*WHAT IS NEEDED:*
Scan the data below for lines holding the word "hand", and copy each line found.

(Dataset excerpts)
* * * * * * *

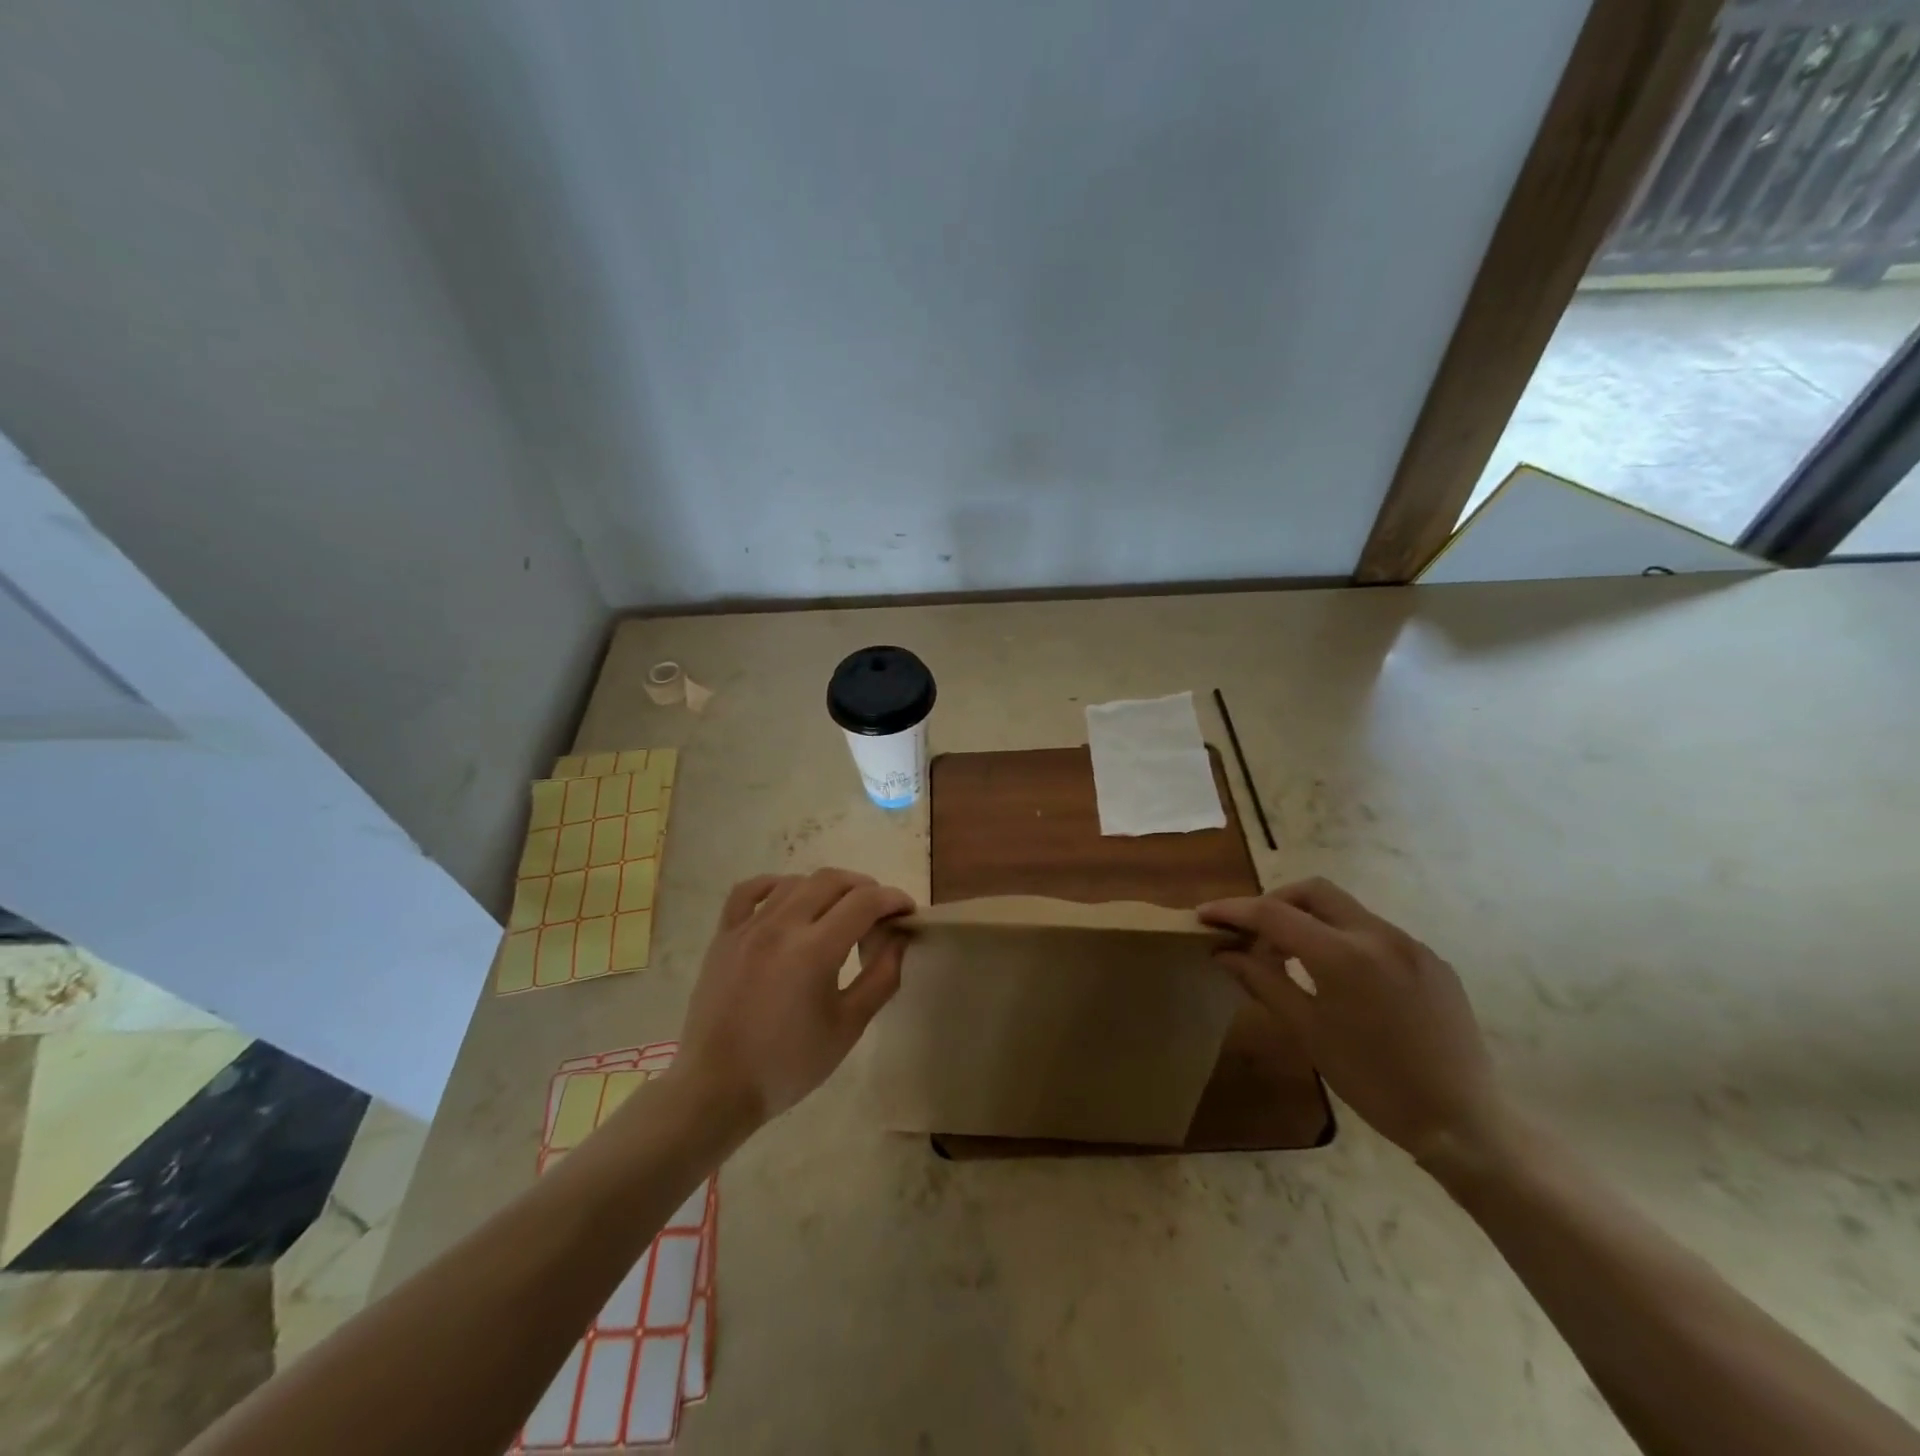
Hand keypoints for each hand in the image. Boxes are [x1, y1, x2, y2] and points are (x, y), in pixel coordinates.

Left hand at [673, 868, 913, 1128]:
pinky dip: (775, 885)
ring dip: (826, 887)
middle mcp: (781, 926)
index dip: (893, 899)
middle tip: (879, 912)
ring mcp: (748, 927)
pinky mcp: (724, 936)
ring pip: (796, 882)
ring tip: (839, 911)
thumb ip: (881, 977)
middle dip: (865, 888)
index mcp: (814, 950)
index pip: (865, 902)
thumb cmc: (789, 1064)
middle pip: (833, 881)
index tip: (907, 912)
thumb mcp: (848, 1027)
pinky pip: (749, 891)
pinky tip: (789, 897)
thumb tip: (898, 938)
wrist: (717, 1088)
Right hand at [1199, 877, 1503, 1162]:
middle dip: (1274, 901)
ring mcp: (1411, 945)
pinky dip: (1343, 939)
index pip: (1274, 914)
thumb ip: (1263, 981)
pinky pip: (1375, 932)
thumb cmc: (1374, 1082)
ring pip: (1345, 909)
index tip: (1204, 915)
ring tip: (1290, 958)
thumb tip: (1224, 953)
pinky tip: (1339, 977)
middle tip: (1251, 933)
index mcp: (1343, 955)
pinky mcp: (1432, 960)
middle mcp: (1379, 935)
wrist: (1464, 1122)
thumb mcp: (1308, 1032)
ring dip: (1309, 920)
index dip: (1234, 910)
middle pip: (1313, 891)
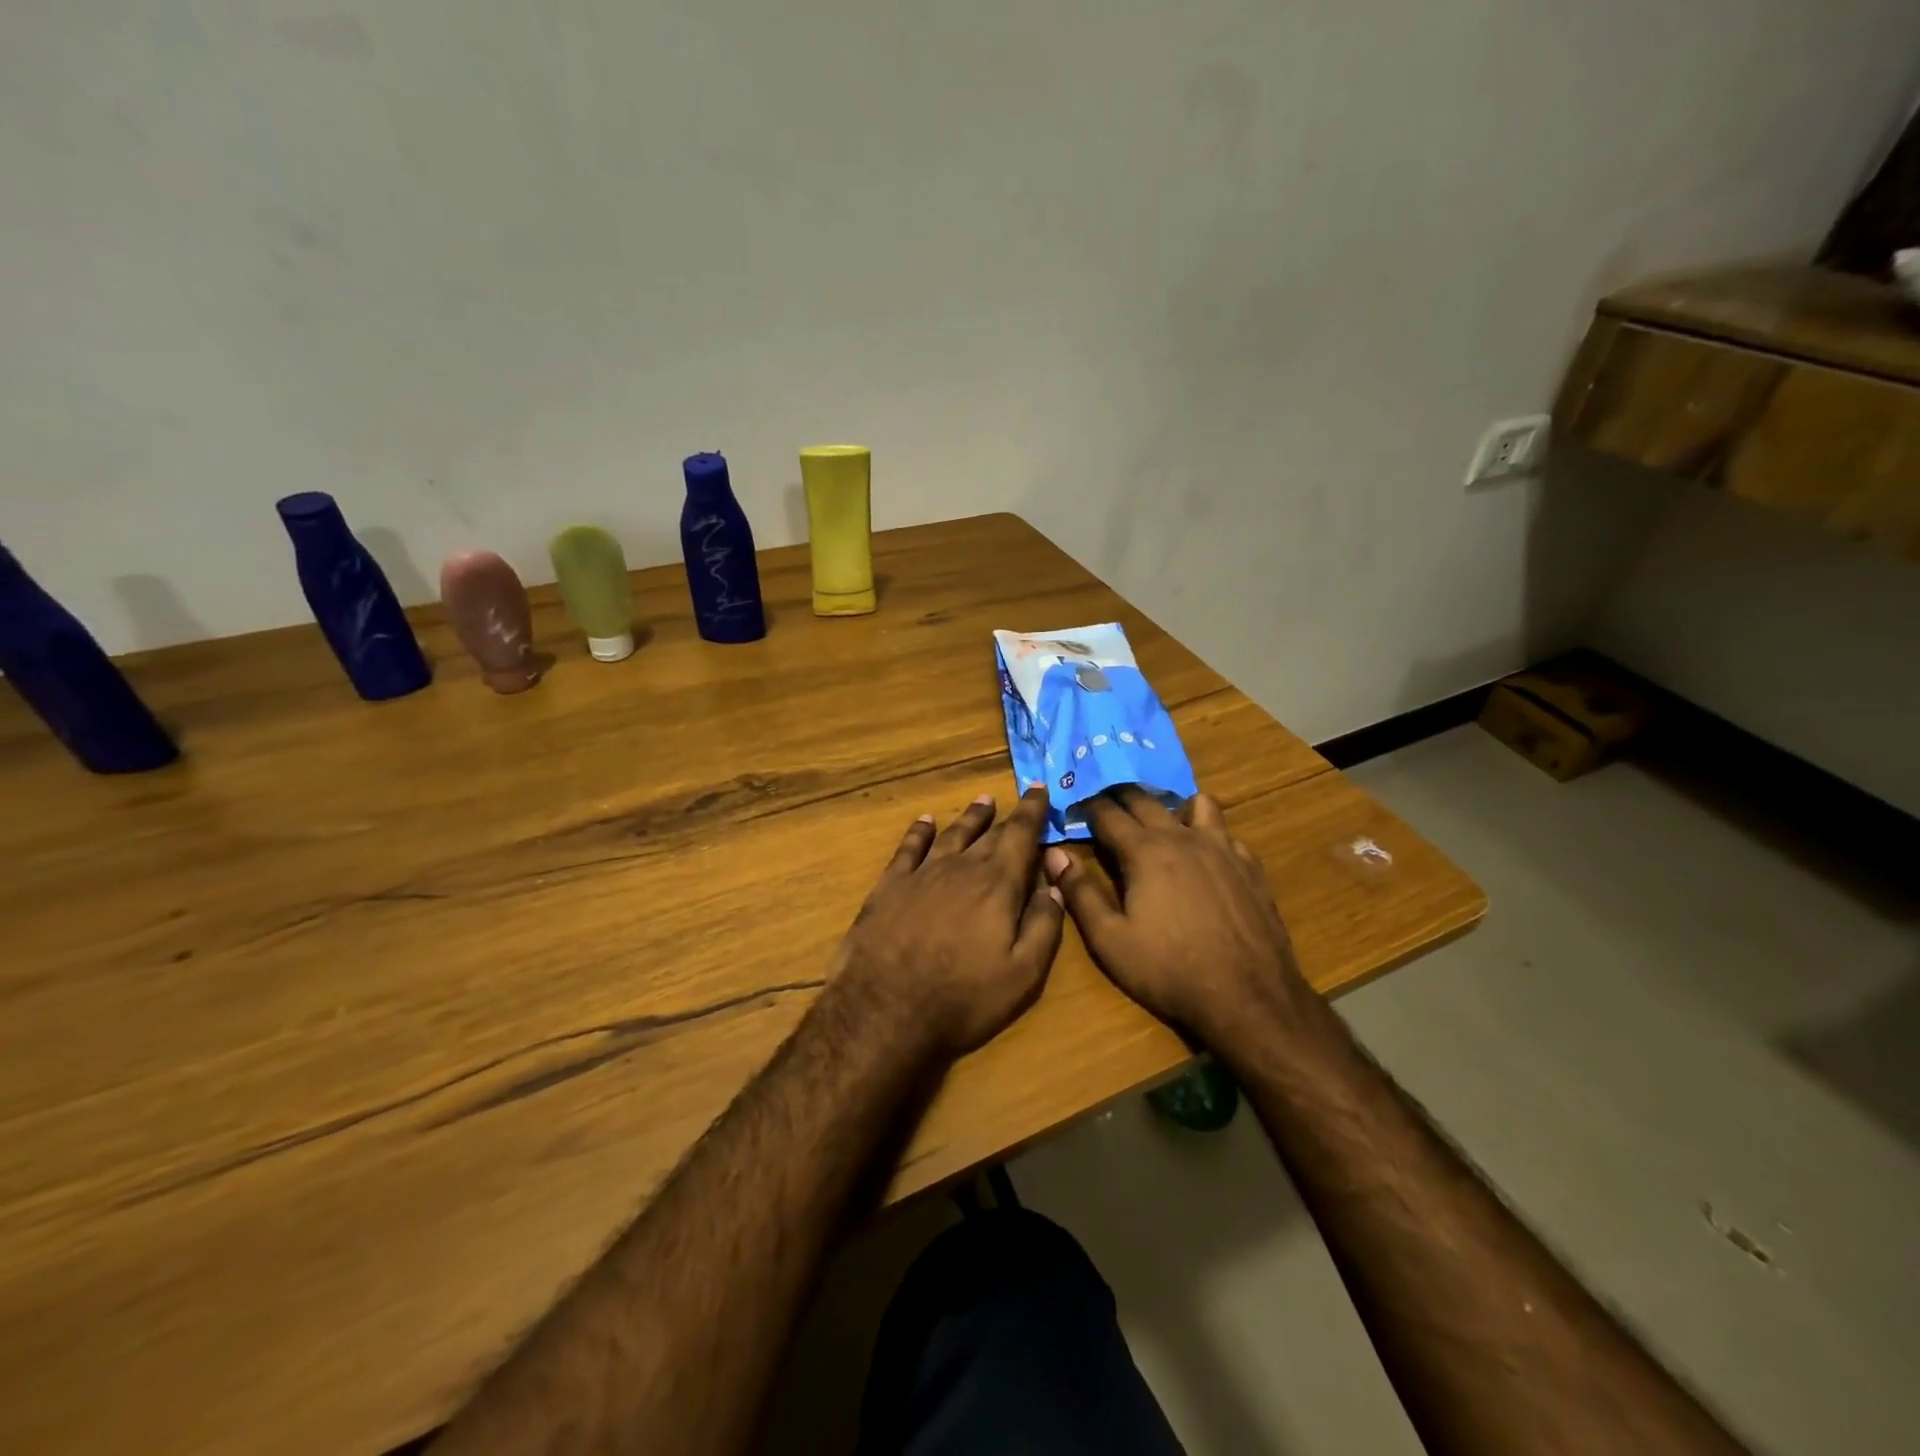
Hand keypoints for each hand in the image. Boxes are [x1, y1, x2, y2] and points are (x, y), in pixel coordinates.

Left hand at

* * * * * * *

*RESPONSE:*
Hand keypoints for each hand in the image. Boxes are [x1, y1, x2, y2] and points are (x, y), in pixel coordinates.
Left hand at [673, 868, 913, 1128]:
Right hand at [1199, 877, 1503, 1162]:
Hand keypoints for each hand in the image. Boxes are [x1, y1, x2, y2] and points are (x, y), in pixel coordinates.
Left hand at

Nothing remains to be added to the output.